Vetting through driving

Much has been made the last week or so about John McCain’s choice of Vice President and whether or not he and his staff properly vetted Alaska Governor Sarah Palin.  This is a specific instance of the broader problem of how far do you go in order to determine you are hiring the right person?

My uncle made a career in the printing business and served as an executive for several companies in that industry.  Last year, I remarked to him that I was having trouble finding someone to fill a particular position.  I was finding plenty of candidates that had the right skills on paper, but having been burned on team chemistry in the past I was struggling to find a good personality fit.  He then shared with me his #1 hiring tip:

Have the candidate drive to lunch.

In his words:

It would always come down to two or three candidates as far as qualifications and years of experience so I always planned a lunch with each candidate asking them to drive and I always picked a the place to eat that was at least a 20 minute drive.
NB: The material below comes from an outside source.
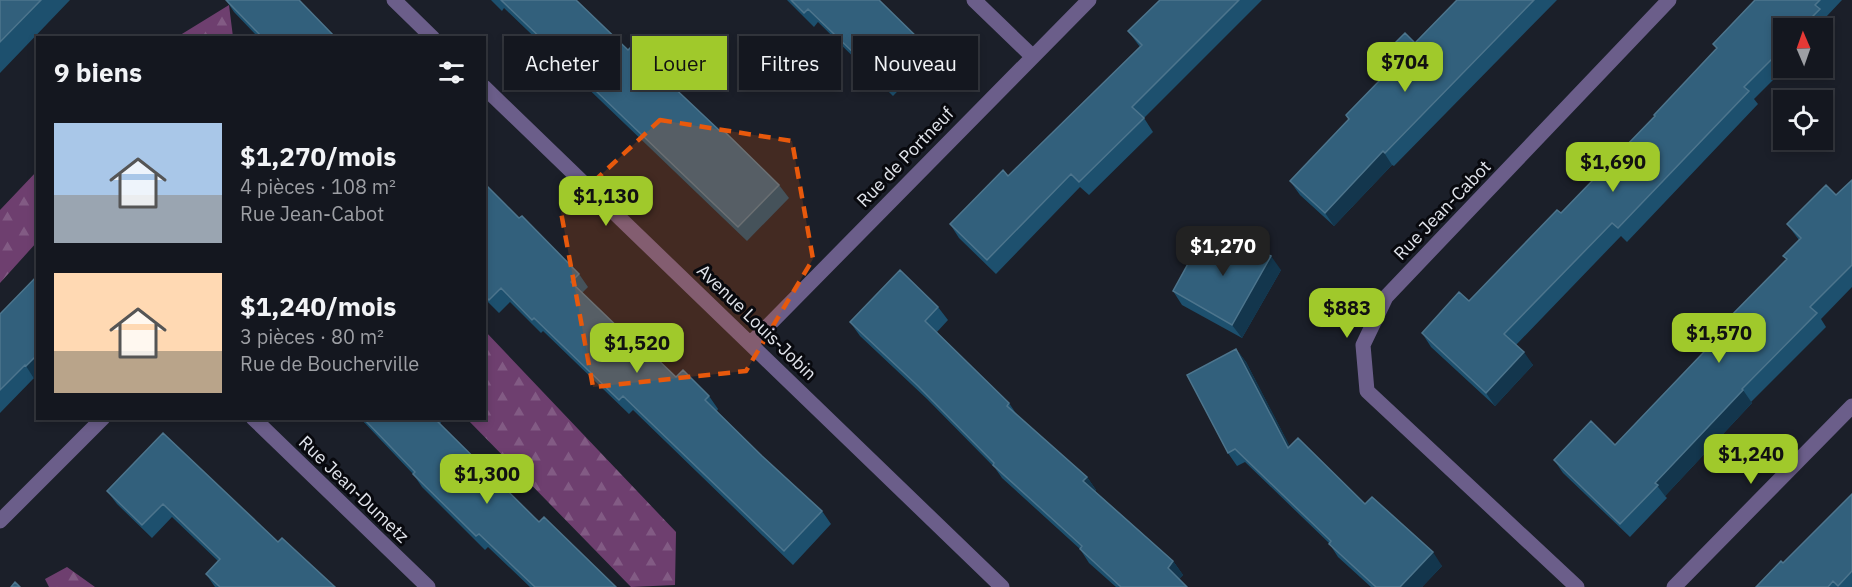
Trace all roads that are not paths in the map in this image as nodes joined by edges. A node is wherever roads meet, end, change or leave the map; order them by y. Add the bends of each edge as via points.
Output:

The way he/she handled themselves in traffic told me things that wouldn’t be on their resume. Were they relaxed or constantly changing lanes? Did they drive the speed limit?  What condition inside was the car we were driving in such as a back seat that was used for trash or was the inside neat and tidy? Were papers thrown up on the dash? I had a score sheet that I used when everything else was equal the person with the highest score got the job. In twenty years of using this method I never hired the wrong employee.

That’s not to say that John and Sarah should have made a cross-country drive together, but it points to the fact that you get to know more about a person if you get them in out of an “interview” situation and into a “real world” situation. You can find out a lot more about someone during the lunch than you can during the rapid fire Q&A.